◆ What to work on:
Gather every line from the entries below that includes "double".

*** Opening Dataset ***

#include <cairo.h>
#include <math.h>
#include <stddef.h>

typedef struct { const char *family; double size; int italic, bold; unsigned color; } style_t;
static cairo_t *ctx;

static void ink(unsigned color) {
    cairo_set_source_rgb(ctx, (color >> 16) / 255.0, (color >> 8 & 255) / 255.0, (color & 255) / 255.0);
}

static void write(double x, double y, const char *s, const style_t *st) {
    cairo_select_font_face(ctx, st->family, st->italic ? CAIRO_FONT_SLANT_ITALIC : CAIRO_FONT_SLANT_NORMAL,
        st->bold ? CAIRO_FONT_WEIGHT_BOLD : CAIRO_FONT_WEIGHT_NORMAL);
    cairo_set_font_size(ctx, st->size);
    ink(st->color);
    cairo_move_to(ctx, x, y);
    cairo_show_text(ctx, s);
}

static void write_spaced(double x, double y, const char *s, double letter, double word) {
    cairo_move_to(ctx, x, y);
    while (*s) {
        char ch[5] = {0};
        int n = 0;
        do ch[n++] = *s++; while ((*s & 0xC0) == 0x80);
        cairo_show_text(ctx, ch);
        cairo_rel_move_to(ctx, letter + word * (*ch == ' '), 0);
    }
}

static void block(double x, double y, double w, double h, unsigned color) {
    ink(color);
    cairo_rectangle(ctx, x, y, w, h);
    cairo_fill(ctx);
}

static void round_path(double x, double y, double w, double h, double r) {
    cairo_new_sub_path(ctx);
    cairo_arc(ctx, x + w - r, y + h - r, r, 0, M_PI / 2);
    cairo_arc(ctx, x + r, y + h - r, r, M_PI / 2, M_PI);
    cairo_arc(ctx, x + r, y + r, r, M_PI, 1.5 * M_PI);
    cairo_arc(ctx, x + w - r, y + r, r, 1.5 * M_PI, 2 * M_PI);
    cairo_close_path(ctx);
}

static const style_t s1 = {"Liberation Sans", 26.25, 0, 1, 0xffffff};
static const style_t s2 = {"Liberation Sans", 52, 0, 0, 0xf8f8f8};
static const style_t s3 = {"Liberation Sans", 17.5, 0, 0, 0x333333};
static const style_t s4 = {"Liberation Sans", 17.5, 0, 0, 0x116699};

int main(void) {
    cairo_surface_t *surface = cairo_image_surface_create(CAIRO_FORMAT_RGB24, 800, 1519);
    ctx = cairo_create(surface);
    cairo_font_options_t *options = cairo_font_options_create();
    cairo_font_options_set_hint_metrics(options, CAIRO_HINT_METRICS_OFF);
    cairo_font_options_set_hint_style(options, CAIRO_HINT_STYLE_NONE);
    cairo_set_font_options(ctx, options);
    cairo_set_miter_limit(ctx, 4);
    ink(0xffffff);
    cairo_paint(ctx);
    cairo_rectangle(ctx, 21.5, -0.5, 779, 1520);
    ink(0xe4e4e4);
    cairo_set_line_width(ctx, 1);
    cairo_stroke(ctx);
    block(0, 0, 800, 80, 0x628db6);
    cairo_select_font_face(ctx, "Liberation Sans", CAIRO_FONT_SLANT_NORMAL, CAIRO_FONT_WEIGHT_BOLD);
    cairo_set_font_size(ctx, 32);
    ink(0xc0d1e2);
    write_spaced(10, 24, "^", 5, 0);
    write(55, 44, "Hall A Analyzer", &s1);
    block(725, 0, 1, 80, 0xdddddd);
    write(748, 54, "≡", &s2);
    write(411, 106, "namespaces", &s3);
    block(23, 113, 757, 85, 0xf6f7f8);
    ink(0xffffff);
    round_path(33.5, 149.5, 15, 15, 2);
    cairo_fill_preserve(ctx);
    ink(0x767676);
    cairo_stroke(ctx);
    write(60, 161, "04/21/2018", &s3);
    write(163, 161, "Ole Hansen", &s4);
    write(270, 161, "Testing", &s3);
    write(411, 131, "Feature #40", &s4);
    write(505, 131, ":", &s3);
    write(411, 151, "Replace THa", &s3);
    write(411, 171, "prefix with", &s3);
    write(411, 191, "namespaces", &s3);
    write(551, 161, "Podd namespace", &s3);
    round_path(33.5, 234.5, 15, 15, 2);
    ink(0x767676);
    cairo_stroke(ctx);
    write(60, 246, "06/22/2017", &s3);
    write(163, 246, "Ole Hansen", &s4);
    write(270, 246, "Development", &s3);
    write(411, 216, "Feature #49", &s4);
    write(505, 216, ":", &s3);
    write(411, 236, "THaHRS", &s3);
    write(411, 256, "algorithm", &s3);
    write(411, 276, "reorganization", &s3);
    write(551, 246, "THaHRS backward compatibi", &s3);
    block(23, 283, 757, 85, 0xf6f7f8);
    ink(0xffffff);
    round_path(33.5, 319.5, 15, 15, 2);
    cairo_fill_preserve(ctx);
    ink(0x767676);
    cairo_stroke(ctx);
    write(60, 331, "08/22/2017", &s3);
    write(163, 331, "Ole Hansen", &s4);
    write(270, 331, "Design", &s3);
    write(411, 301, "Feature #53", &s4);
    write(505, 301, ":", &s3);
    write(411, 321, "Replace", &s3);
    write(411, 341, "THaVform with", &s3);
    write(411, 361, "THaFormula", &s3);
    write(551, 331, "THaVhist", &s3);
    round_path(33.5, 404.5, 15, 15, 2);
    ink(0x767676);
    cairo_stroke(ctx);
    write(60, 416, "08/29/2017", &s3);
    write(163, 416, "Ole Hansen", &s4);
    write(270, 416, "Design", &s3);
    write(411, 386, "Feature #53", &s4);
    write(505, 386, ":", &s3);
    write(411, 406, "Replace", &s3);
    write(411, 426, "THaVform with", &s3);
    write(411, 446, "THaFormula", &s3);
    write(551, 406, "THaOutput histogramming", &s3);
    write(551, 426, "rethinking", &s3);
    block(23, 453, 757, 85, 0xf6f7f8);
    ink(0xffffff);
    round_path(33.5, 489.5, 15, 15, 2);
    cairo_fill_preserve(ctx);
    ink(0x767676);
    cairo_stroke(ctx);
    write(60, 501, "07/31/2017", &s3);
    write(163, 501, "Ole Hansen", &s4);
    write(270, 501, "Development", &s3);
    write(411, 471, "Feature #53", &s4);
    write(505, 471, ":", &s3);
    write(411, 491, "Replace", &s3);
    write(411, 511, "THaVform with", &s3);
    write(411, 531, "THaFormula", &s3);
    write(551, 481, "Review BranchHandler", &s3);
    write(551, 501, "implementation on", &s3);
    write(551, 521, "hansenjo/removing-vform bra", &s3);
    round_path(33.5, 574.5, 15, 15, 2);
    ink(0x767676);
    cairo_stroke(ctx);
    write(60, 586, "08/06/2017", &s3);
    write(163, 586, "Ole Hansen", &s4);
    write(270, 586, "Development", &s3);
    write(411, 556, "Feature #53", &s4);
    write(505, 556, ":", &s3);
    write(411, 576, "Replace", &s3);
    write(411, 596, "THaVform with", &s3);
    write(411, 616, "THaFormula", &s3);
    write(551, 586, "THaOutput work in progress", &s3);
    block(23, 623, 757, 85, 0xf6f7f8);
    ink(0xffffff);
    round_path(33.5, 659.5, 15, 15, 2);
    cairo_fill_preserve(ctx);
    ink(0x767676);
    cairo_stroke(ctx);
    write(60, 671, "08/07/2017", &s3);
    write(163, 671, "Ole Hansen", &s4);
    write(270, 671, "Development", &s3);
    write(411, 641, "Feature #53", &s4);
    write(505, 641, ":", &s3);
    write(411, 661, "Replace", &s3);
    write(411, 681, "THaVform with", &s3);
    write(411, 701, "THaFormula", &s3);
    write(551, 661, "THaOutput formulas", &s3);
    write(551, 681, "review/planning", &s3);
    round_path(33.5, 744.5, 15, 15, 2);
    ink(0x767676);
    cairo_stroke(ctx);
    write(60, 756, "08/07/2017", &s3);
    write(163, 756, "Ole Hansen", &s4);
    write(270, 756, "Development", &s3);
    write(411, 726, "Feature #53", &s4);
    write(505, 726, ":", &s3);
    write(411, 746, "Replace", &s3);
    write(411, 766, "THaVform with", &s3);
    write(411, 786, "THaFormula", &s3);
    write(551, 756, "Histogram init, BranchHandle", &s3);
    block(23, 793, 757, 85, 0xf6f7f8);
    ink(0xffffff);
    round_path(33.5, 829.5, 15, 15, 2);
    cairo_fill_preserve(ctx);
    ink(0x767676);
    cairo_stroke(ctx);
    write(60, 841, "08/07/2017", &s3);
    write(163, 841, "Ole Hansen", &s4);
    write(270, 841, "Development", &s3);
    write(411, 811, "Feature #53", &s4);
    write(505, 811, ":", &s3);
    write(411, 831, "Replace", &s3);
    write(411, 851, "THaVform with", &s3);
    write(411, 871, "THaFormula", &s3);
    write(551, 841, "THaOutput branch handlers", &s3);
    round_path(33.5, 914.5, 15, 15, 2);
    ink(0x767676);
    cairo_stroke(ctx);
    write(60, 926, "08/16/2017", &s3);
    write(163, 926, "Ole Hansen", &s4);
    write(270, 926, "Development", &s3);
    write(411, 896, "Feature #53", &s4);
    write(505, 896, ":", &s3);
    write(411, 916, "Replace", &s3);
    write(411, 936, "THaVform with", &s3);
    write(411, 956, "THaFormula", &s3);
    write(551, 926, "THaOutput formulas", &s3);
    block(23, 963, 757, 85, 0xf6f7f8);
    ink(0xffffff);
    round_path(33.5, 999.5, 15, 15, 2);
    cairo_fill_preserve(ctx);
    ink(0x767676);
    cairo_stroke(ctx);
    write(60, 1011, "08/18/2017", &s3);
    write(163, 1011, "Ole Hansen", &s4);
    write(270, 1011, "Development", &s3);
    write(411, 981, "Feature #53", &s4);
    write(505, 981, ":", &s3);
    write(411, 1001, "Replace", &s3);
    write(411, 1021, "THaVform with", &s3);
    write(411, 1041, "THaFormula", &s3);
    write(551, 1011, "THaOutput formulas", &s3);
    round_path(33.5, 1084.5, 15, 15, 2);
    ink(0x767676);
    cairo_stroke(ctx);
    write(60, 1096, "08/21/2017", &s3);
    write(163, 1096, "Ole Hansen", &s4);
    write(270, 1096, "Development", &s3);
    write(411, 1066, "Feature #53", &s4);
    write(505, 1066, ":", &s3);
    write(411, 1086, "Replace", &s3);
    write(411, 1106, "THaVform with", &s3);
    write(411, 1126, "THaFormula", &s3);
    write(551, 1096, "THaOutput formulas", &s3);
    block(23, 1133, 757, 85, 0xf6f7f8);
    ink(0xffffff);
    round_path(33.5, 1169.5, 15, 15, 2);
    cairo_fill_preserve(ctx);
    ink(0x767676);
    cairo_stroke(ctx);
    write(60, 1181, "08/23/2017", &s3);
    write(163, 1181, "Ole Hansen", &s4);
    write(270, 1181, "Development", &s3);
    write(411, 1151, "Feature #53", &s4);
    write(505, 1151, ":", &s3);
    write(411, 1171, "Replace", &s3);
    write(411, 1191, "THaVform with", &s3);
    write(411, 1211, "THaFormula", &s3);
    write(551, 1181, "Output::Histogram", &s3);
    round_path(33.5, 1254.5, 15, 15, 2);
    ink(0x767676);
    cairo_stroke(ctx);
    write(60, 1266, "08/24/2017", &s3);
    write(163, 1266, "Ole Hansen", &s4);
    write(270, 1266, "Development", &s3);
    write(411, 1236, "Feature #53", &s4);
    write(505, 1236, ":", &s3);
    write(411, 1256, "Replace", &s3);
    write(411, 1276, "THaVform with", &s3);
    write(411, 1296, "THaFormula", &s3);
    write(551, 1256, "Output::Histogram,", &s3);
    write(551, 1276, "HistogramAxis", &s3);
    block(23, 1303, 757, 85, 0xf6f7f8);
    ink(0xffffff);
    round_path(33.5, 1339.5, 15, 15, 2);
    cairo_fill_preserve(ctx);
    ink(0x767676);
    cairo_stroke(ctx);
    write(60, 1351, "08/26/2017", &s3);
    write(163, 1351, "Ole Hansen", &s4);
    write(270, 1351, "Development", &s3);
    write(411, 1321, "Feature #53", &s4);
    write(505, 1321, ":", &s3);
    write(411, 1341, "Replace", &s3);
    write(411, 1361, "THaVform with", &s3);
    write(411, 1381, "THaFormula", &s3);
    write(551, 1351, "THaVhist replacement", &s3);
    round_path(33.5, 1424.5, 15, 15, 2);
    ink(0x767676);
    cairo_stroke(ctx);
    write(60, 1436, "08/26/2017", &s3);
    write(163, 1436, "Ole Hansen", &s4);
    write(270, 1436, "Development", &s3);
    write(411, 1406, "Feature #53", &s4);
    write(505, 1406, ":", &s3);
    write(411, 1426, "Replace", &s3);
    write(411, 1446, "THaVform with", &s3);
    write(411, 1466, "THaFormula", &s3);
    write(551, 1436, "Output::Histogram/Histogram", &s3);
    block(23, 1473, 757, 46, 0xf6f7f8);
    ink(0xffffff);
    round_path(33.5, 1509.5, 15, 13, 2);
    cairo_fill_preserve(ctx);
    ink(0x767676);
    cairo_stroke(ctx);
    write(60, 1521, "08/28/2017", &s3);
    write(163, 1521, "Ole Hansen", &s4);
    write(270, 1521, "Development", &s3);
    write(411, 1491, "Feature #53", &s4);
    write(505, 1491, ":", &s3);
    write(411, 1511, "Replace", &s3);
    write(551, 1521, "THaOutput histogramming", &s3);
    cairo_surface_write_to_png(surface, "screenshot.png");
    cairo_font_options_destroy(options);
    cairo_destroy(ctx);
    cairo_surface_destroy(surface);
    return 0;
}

*** Closing Dataset ***
*** Opening Dataset ***

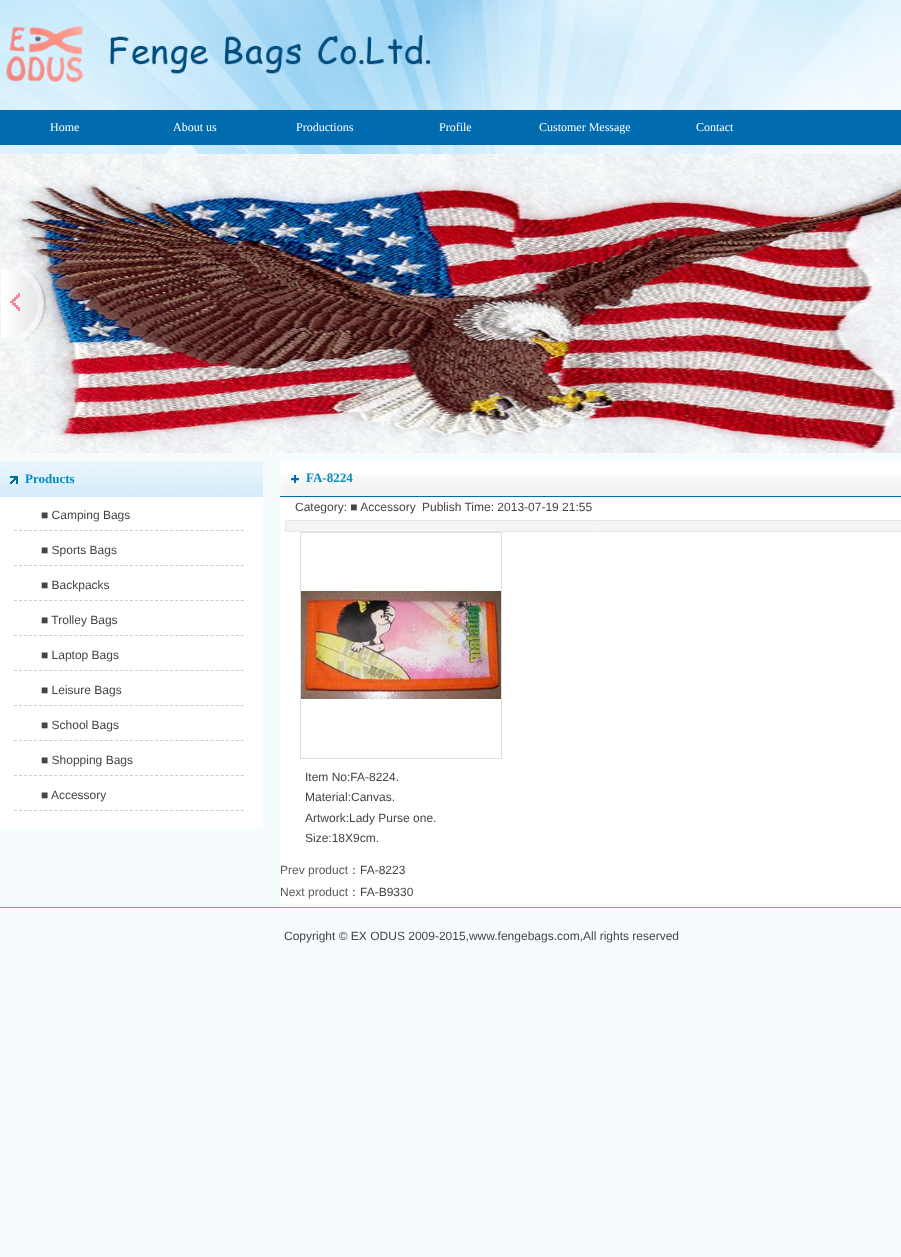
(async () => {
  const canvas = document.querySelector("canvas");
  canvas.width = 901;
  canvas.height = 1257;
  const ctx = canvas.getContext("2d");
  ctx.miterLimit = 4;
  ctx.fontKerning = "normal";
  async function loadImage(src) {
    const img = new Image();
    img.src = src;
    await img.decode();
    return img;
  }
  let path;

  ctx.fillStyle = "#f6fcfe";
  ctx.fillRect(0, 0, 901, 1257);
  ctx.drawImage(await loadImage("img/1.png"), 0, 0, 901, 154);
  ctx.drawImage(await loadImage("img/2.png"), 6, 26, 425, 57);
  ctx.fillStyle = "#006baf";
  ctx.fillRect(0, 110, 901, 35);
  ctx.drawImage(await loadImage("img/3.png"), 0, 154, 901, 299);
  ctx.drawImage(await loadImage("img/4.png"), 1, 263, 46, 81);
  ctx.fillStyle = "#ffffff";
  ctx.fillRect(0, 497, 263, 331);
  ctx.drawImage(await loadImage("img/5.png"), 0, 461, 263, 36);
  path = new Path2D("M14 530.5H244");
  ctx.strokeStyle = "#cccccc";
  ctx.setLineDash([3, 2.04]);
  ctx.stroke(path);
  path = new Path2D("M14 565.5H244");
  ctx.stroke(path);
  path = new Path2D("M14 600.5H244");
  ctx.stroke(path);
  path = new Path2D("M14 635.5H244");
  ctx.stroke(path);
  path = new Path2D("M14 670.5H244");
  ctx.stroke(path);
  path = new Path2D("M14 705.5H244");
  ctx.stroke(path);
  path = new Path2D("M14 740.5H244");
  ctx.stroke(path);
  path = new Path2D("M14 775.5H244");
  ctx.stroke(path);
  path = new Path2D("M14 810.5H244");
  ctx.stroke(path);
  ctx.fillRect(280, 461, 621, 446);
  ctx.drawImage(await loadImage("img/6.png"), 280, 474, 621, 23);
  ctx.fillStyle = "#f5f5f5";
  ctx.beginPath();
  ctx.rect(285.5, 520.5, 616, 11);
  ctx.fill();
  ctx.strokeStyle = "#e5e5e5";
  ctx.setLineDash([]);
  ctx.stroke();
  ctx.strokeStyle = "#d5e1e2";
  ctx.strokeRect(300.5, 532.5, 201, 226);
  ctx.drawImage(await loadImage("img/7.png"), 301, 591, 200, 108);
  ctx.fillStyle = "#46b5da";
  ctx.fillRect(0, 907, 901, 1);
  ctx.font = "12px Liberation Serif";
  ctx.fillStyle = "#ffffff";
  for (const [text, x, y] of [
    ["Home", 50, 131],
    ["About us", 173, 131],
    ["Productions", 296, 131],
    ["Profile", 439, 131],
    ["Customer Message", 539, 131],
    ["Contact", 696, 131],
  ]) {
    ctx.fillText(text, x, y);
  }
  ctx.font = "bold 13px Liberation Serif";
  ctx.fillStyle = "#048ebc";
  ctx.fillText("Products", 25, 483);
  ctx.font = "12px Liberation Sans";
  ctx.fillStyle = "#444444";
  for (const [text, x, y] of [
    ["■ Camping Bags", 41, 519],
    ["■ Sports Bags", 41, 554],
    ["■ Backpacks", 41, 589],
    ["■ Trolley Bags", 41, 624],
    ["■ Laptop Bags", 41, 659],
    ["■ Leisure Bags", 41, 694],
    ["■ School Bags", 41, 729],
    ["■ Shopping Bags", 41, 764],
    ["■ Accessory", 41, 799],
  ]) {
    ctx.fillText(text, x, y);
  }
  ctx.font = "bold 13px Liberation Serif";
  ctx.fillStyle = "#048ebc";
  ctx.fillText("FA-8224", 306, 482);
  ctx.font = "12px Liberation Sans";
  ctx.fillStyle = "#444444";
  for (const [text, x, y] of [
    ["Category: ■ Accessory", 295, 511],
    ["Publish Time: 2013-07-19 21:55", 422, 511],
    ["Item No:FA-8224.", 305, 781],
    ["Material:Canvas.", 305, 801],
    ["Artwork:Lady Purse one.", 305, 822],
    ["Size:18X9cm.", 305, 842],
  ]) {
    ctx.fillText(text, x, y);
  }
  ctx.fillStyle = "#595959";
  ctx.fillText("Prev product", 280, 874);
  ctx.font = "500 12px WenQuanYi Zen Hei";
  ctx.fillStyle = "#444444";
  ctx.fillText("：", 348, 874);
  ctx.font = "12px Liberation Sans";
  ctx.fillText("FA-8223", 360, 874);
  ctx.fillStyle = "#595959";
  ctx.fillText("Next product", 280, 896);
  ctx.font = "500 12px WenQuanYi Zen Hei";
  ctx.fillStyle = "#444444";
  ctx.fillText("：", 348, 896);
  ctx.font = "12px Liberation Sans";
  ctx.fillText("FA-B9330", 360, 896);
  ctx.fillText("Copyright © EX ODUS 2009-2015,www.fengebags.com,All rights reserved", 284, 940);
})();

*** Closing Dataset ***

◆ Solution to this task:
typedef struct { const char *family; double size; int italic, bold; unsigned color; } style_t;
static void write(double x, double y, const char *s, const style_t *st) {
static void write_spaced(double x, double y, const char *s, double letter, double word) {
static void block(double x, double y, double w, double h, unsigned color) {
static void round_path(double x, double y, double w, double h, double r) {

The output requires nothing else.